-- Data --
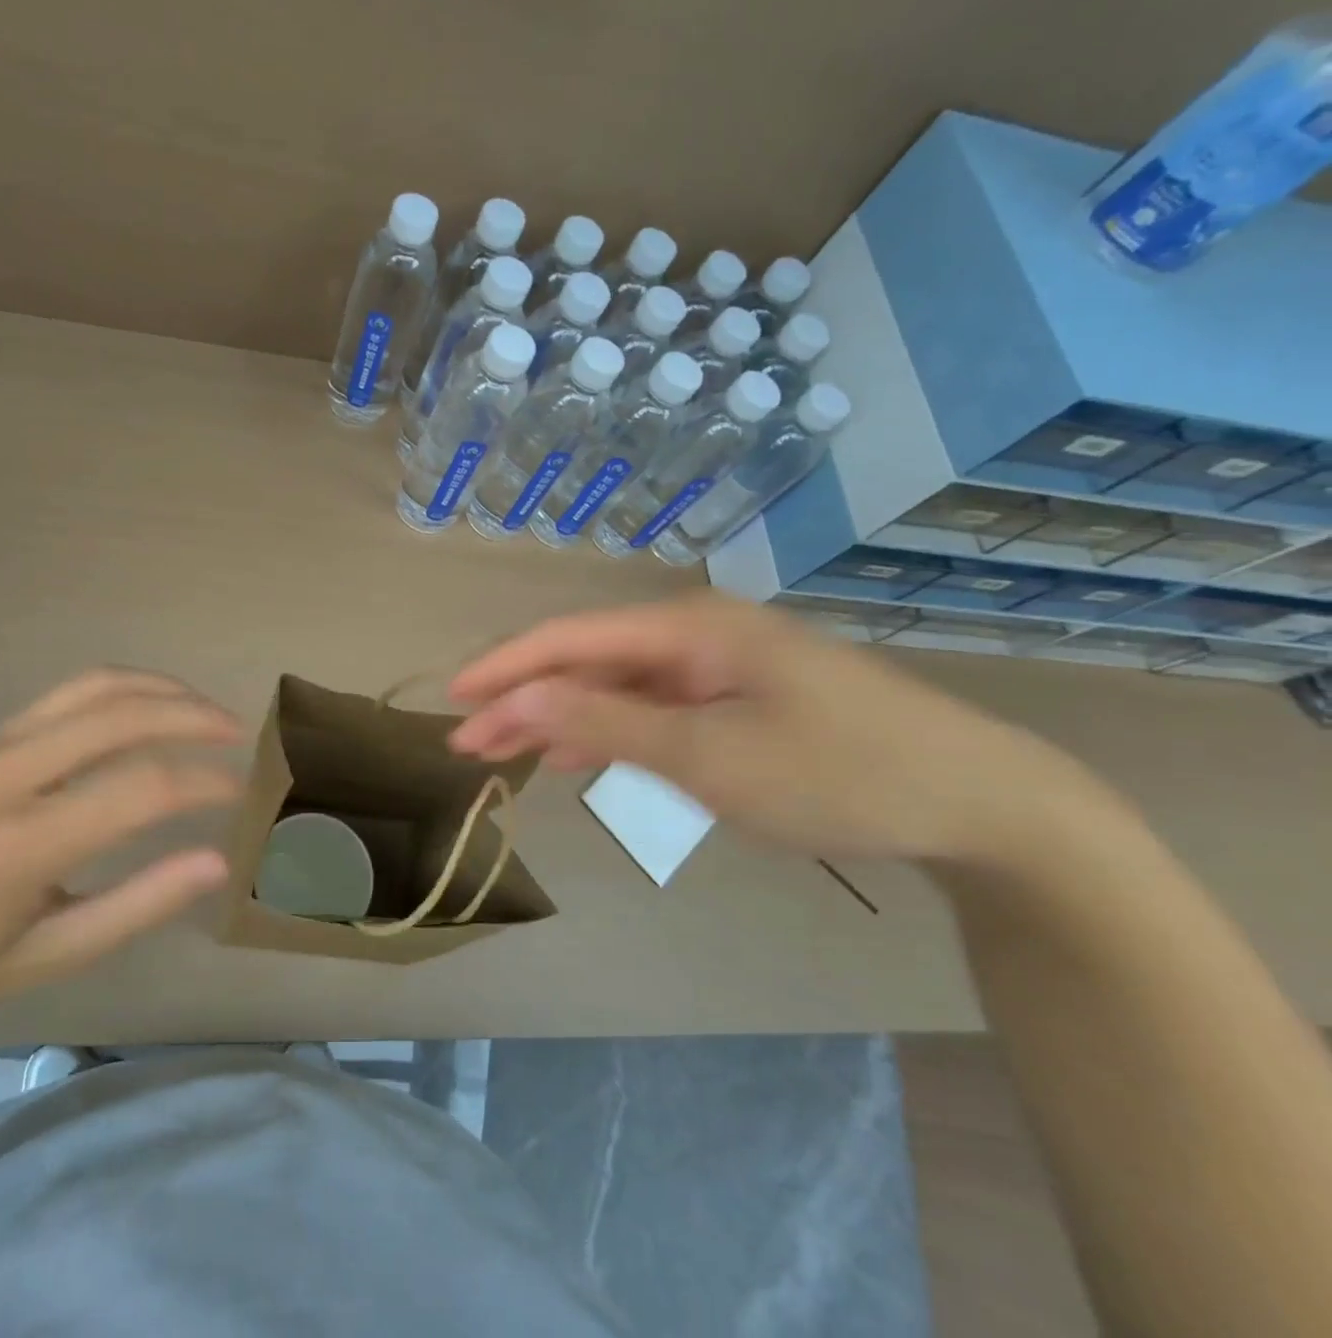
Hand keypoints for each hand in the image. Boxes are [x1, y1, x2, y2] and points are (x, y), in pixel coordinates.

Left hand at [0, 669, 240, 1022]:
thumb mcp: (51, 957)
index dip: (204, 783)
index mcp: (22, 846)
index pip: (140, 790)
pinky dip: (126, 688)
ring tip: (206, 709)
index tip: (241, 792)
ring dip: (163, 690)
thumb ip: (139, 906)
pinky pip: (69, 692)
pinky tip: (154, 705)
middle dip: (194, 716)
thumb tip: (216, 861)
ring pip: (96, 687)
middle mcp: (6, 777)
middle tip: (239, 733)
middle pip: (122, 716)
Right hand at [449, 593, 1117, 863]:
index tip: (452, 701)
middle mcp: (694, 632)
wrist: (978, 802)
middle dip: (523, 700)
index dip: (503, 668)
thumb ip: (602, 723)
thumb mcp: (706, 756)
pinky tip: (577, 755)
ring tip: (505, 753)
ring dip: (560, 718)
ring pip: (616, 685)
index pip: (567, 639)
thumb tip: (512, 701)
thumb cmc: (836, 773)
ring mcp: (718, 664)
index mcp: (685, 626)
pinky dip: (609, 730)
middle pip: (586, 661)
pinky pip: (653, 706)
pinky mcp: (738, 696)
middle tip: (468, 744)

-- Work item --
In the entries above, find the line holding "ring dip: (163, 690)" and the line holding "wrist: (978, 802)", then retype exactly those two lines and every line between them, and nothing else.

-- Reply --
ring dip: (163, 690)
thumb ip: (139, 906)
pinky pip: (69, 692)
pinky tip: (154, 705)
middle dip: (194, 716)
thumb tip: (216, 861)
ring pip: (96, 687)
middle mcp: (6, 777)
middle tip: (239, 733)
middle pip: (122, 716)
Right hand at [449, 593, 1117, 863]:
index tip: (452, 701)
middle mcp: (694, 632)
wrist: (978, 802)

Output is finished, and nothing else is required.